In retracing the steps on the timeline of constable Marshall Jackson's life, not all was newspaper coverage of his career in law enforcement. There were a few glimpses on the personal side in those Dakota Territory newspaper reports, as well, helping to paint a portrait of the man and his family.
The newspaper from the county in which he settled, after leaving his home in Canada, captured this moment in time on March 1, 1889, in The Pioneer Express:
Marshall Jackson, wife and family, have returned from the east. Their little boy was sick with the chicken pox when they left and he has been very sick since their return but is now slowly convalescing.
Given the date of 1889, it was impossible to tell whether the "little boy" the paper was designating was Marshall's oldest son, Burnett—who would, by then, have been five years of age—or their younger son, whose name turned out to be Earl, after all.
Still, one valuable clue in that brief insert showed us that the Jackson family had reason to visit someone—or something—back east. The trick in finding utility in that "back east" idea depends on the frame of reference of those choosing that descriptor. For those of us originating on the eastern seaboard, the phrase could only mean one thing: an east coast destination. But for those accustomed to midwestern ways, the term could simply mean a trip to, say, Iowa.
Wherever it was, though, chances were good that Marshall had not made his previous trek westward as a young, single man, alone. The possibility of family nearby—instead of far away, back in Ontario—increased ever so slightly with this detail from the local newspaper.
Second son Earl became the mention of the next clue found in newspaper reports of Marshall's personal life in North Dakota. Once again, it was The Pioneer Express providing the details, this time on October 4, 1901, in a section labeled "County News" under a subheading for Glasston:
Marshall Jackson of Neche visited his son Earl, Sunday.
As brief as that line was, it also provoked some questions. By 1901, young Earl would have been about fifteen years of age. Considering he was living back in Neche at the time of the 1900 census—just over one year previous to this news mention—what caused the change? There was little more in Glasston—then as well as now—than farmland and a stop along the Great Northern Railroad. Could he have moved the twenty five miles from Neche, simply to get a job?
Actually, hold that thought on the railroad. The Great Northern Railroad may well have been the very vehicle which brought Marshall Jackson to this part of the Dakota Territory in the first place. After all, the Great Northern had branches that ran northward to Canada from Dakota Territory and, like the Northern Pacific Railway—another company with early train service to Dakota with a northern line headed to Winnipeg—heavily promoted their service westward to immigrants and others seeking new opportunity as land in this territory opened up in the 1870s onwards.
Whether it was the Great Northern or the Northern Pacific that brought Marshall Jackson all the way from Ontario, Canada, to Pembina County in Dakota Territory in the early 1880s, one thing is sure: it was the easiest way to move back out again. And that is apparently what Marshall and his family did, in the early 1900s.

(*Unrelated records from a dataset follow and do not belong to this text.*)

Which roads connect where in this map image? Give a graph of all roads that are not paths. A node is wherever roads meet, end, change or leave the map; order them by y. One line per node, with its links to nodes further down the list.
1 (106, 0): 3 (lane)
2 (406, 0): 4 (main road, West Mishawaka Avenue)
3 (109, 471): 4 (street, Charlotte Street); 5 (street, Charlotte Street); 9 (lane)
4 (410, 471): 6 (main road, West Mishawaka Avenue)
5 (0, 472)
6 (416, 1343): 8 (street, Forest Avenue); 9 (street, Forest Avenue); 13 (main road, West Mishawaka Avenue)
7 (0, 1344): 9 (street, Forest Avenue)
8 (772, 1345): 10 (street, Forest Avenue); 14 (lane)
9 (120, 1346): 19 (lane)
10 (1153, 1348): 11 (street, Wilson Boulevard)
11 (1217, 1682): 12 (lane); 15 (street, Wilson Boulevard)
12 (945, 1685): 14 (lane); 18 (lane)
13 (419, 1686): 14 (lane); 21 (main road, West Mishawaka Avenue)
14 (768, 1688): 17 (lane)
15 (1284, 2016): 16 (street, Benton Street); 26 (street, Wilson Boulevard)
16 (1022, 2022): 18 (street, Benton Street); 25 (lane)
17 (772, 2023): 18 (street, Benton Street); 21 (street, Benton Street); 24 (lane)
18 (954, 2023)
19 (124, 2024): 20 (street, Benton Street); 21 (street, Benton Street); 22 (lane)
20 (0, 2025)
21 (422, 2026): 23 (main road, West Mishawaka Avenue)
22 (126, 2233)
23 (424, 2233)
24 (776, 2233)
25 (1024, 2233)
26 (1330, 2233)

An entry in the April 3, 1903, edition of The Pioneer Express gave the first indication:
W. A. Murphy purchased the residence of Marshall Jackson, of Neche, recently. The latter will remove to the Northwest.
Well, take that last line with a strong dose of skepticism. You know those editorial foibles. As we already know, by the time of Canada's 1906 census, Marshall and Hester Jackson and at least their two daughters were in Winnipeg, listing their date of arrival in the Dominion of Canada as 1903.
Above: An undated photograph, circa 1909, of Osborne Street in Fort Rouge, the section of Winnipeg in which Marshall Jackson and his family eventually moved, upon their return from North Dakota. This intersection was less than one kilometer from the Jackson home. From the Rob McInnes Postcard Collection, one of the collections featured at PastForward, Winnipeg's Digital Public History. Used by permission, with thanks to the Winnipeg Public Library.